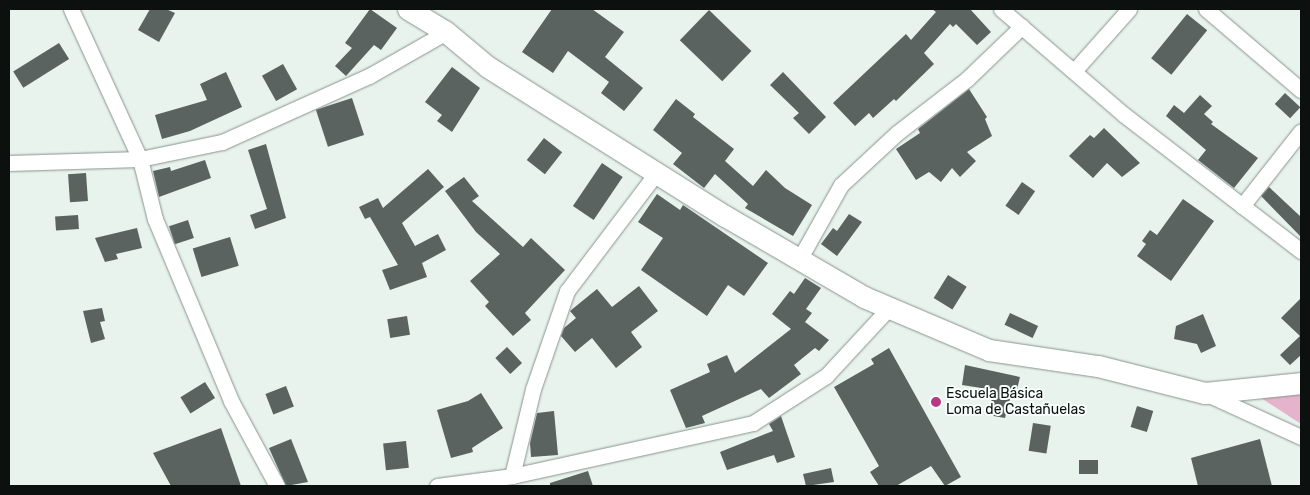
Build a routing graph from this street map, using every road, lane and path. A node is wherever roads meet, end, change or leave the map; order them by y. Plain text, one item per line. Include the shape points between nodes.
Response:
1 (71, 9) edge
2 (408, 9) edge
3 (1001, 9) edge
4 (1129, 9) edge
5 (1206, 9) edge
6 (1022, 26) junction
7 (446, 32) junction
8 (1074, 71) junction
9 (1301, 90) edge
10 (1301, 131) edge
11 (140, 160) junction
12 (9, 163) edge
13 (657, 172) junction
14 (1242, 206) junction
15 (1301, 251) edge
16 (800, 258) junction
17 (889, 308) junction
18 (1301, 383) edge
19 (1206, 393) junction
20 (1301, 437) edge
21 (512, 476) junction
22 (277, 486) edge
23 (437, 486) edge

1 - 11 street
2 - 7 main road
3 - 6 street
4 - 8 street
5 - 9 street
6 - 8 street
6 - 16 street via 967,79 897,133 841,185
7 - 11 street via 369,76 222,142
7 - 13 main road via 488,67
8 - 14 street via 1123,114
10 - 14 street
11 - 12 street
11 - 22 street via 154,219 227,392
13 - 16 main road via 725,216
13 - 21 street via 567,291 533,389
14 - 15 street
16 - 17 main road via 864,298
17 - 19 main road via 989,350 1098,366
17 - 21 street via 826,376 753,423
18 - 19 main road
19 - 20 street
21 - 23 street

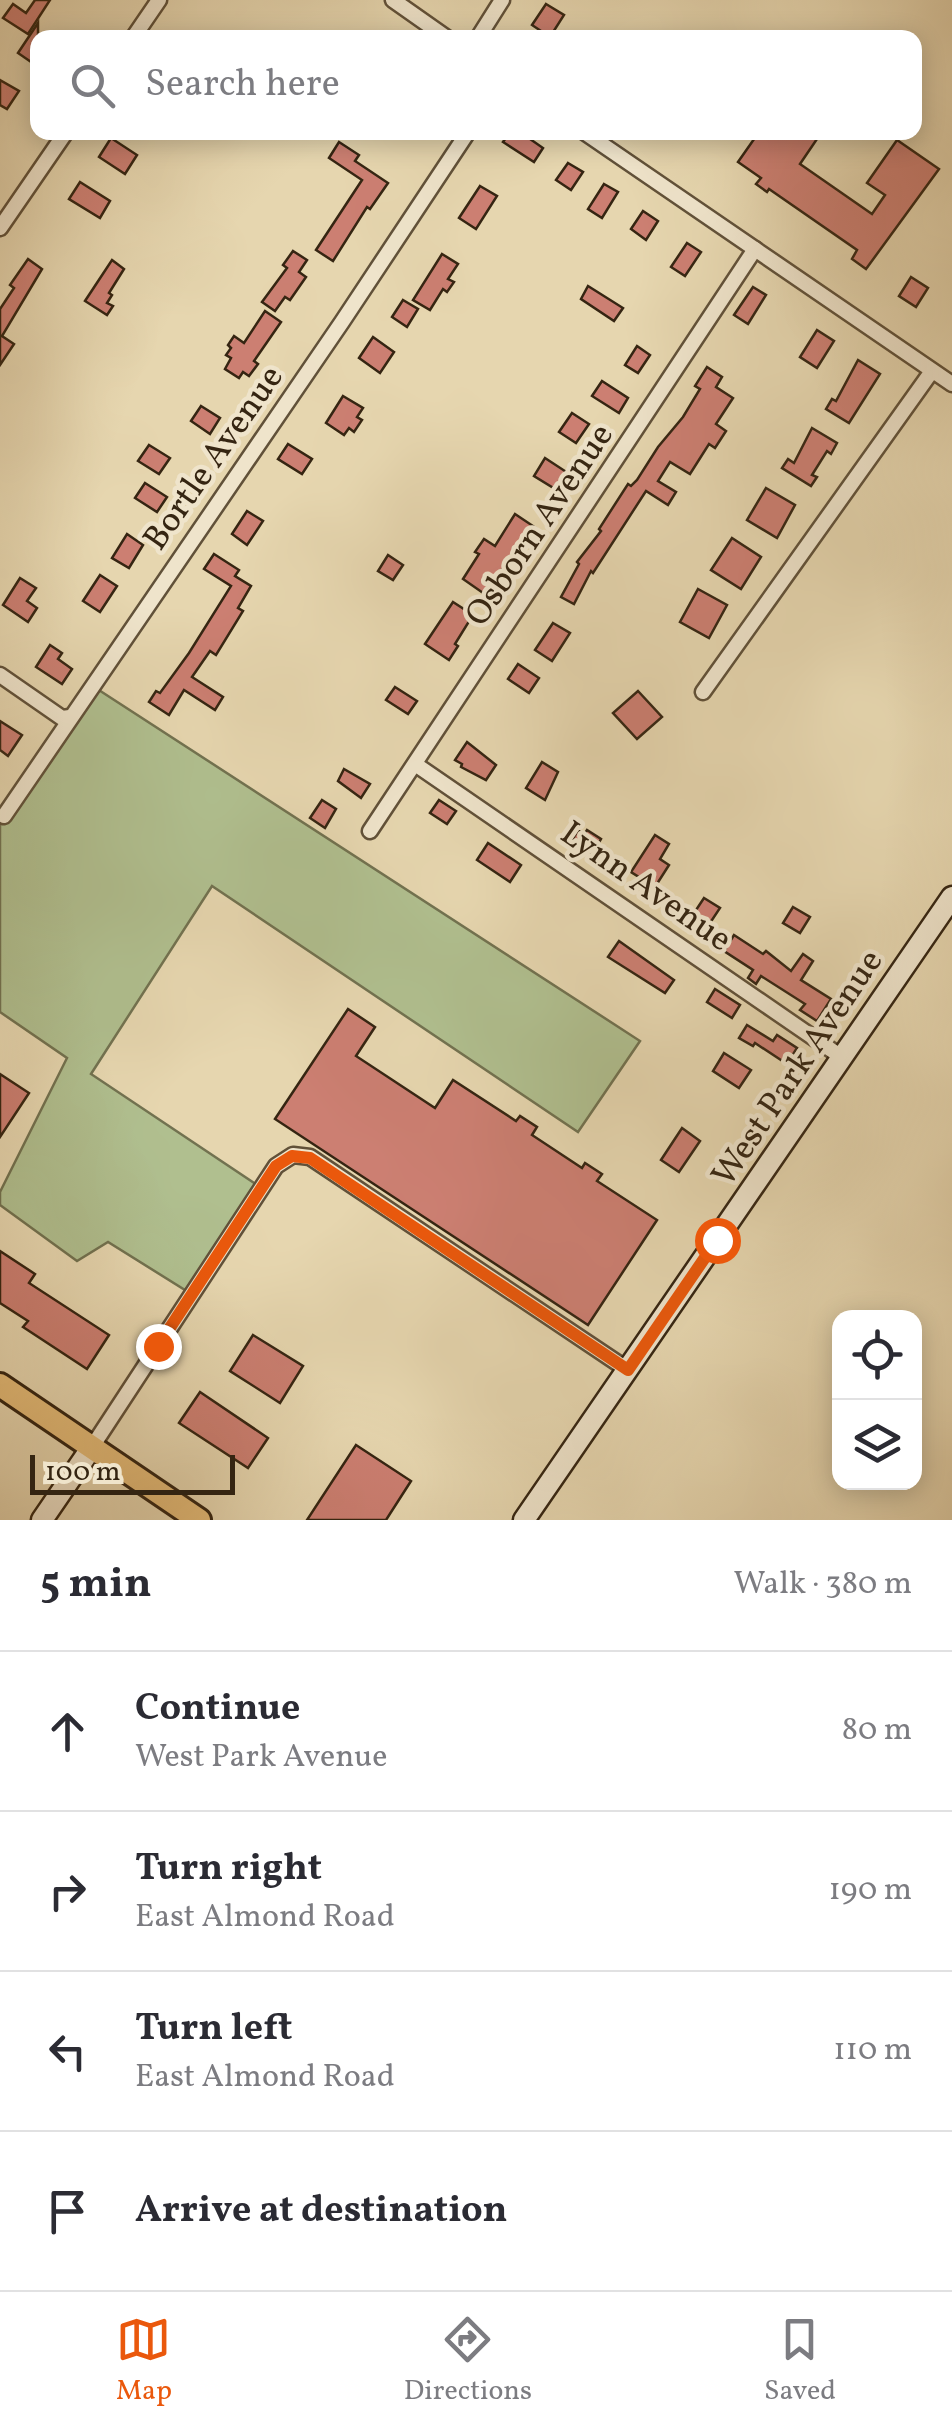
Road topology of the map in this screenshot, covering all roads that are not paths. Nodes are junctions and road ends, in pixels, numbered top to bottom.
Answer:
1 (158, 0) edge
2 (392, 0) edge
3 (502, 0) edge
4 (137, 30) edge
5 (435, 30) edge
6 (483, 30) edge
7 (60, 140) edge
8 (463, 140) edge
9 (596, 140) edge
10 (0, 228) edge
11 (755, 249) junction
12 (932, 370) junction
13 (952, 384) edge
14 (0, 675) edge
15 (703, 692) dead end
16 (70, 717) junction
17 (415, 764) junction
18 (4, 816) dead end
19 (370, 831) dead end
20 (952, 897) edge
21 (842, 1058) junction
22 (628, 1370) junction
23 (0, 1385) edge
24 (92, 1448) junction
25 (42, 1520) edge
26 (198, 1520) edge
27 (524, 1520) edge

1 - 4 street
2 - 5 street
3 - 6 street
7 - 10 street
8 - 16 street, Bortle Avenue
9 - 11 street
11 - 12 street
11 - 17 street, Osborn Avenue
12 - 13 street
12 - 15 street
14 - 16 street
16 - 18 street, Bortle Avenue
17 - 19 street, Osborn Avenue
17 - 21 street, Lynn Avenue
20 - 21 main road, West Park Avenue
21 - 22 main road, West Park Avenue
22 - 24 street
22 - 27 main road, West Park Avenue
23 - 24 main road
24 - 25 main road
24 - 26 main road

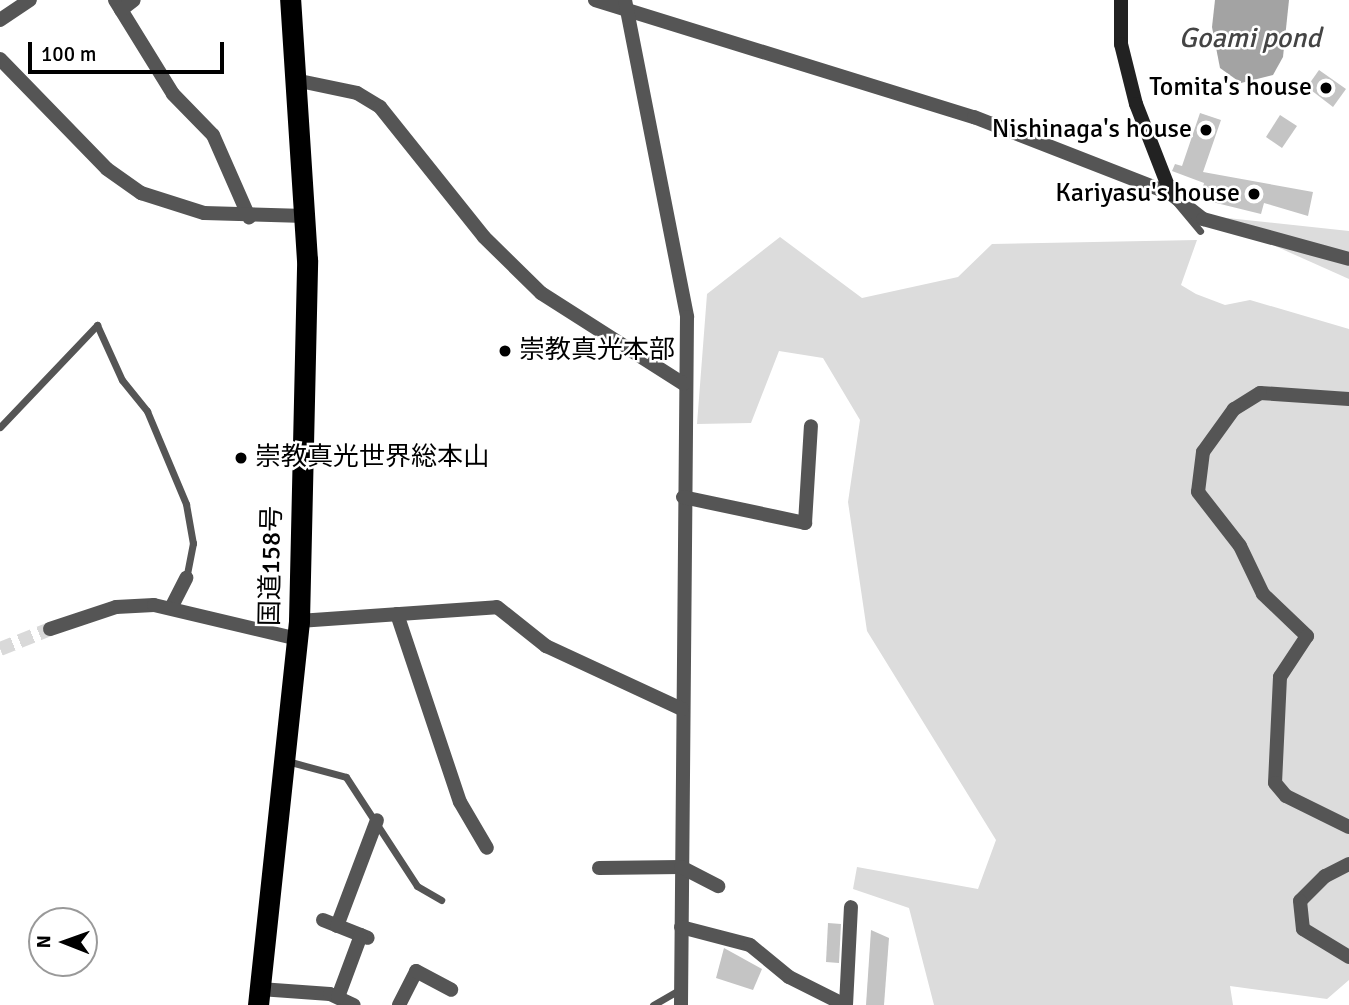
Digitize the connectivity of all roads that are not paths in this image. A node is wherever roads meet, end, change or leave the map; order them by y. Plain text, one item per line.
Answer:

-*-

**Task brief:** Please count the lines of the entries above that include "order" and give only the total.

**Solution to this problem:** 2